Tremendous is the contradiction of human development in all sectors including in technology, yet inadequacy to secure water, or clean water, furthermore food related to the water. We cannot fight poverty unless we can utilize water for food production massively in ecosystems in need. Studies also reveal that almost half of the water is used unsustainably and violates life-supporting environmental flows of the rivers.
2030 Agenda for Sustainable Development aims well to double agricultural productivity and Water Sustainability with methods which will reduce water consumption as currently part is lost in transfer and application. In Tajikistan, environmental flow constraints imply a 15% loss of food production, but a change from surface to sprinkler systems compensates for such losses. In the context of the SDG discussion, however, a lot of strategies remain largely unexplored and certainly merit higher political attention.
In fact, farm water management turns out to be a pivotal target in supporting the implementation of the ambitious yet conflicting SDG agenda.

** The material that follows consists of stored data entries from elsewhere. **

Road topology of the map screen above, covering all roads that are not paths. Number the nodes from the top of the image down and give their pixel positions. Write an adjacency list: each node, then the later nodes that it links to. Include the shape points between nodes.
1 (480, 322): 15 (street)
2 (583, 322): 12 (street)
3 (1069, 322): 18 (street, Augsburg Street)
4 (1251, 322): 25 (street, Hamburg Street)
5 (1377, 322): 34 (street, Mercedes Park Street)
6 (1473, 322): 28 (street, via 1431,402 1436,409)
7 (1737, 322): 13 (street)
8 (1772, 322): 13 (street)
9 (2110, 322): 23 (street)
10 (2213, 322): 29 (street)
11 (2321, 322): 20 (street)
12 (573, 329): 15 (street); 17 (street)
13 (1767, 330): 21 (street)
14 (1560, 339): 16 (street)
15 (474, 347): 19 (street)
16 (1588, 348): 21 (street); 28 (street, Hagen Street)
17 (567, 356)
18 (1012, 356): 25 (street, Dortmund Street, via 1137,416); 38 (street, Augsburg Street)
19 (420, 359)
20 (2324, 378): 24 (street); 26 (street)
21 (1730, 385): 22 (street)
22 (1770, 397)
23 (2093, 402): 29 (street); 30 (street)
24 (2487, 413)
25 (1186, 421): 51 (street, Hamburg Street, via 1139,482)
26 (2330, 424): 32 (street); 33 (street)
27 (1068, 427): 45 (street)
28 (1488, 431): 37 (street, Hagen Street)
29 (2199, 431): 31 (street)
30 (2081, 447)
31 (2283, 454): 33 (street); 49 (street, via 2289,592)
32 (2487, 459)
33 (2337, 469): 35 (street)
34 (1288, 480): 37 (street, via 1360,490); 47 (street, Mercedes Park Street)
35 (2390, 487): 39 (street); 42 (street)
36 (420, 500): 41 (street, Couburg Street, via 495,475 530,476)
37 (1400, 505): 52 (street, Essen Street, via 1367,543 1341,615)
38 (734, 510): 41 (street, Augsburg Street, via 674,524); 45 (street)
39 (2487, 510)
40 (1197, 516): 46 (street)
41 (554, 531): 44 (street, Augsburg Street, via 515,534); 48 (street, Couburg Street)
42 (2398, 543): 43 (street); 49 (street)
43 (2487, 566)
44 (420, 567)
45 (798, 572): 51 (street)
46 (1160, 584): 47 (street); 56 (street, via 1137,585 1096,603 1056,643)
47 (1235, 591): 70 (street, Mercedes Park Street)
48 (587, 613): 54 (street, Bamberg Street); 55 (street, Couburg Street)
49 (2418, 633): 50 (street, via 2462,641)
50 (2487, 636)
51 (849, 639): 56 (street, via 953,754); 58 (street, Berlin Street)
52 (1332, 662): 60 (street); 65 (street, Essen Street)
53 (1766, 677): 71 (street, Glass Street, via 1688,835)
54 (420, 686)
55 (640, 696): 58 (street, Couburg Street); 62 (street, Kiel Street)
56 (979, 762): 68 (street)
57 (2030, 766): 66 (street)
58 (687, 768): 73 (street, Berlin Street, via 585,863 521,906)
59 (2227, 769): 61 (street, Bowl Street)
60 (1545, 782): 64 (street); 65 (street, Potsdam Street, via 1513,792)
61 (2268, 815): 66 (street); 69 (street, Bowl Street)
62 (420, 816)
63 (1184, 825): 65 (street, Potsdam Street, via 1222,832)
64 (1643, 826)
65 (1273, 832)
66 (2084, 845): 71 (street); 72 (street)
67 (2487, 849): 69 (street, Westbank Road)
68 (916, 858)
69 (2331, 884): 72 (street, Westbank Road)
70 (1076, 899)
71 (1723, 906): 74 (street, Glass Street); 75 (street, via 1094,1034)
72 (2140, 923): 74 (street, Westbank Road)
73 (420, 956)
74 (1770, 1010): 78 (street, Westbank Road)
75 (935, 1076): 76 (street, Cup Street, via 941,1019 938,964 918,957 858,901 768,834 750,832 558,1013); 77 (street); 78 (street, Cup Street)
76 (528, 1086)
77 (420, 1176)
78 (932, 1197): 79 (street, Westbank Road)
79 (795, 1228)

While irrigation can be improved, rainwater management is the largest untapped opportunity to tackle the water-food security challenge
Smallholder farmers still produce more than half of the world’s food; often it is not the total volume, but the unreliable and erratic rainfall that poses the greatest problems.
Water harvesting, is an effective traditional, yet widely underexplored measure to collect and store excess rainwater for supplemental irrigation during dry spells
Conservation tillage and mulching – crop residues or plastic films covering the soil surface – are additional rainwater management techniques that help alleviate soil evaporation.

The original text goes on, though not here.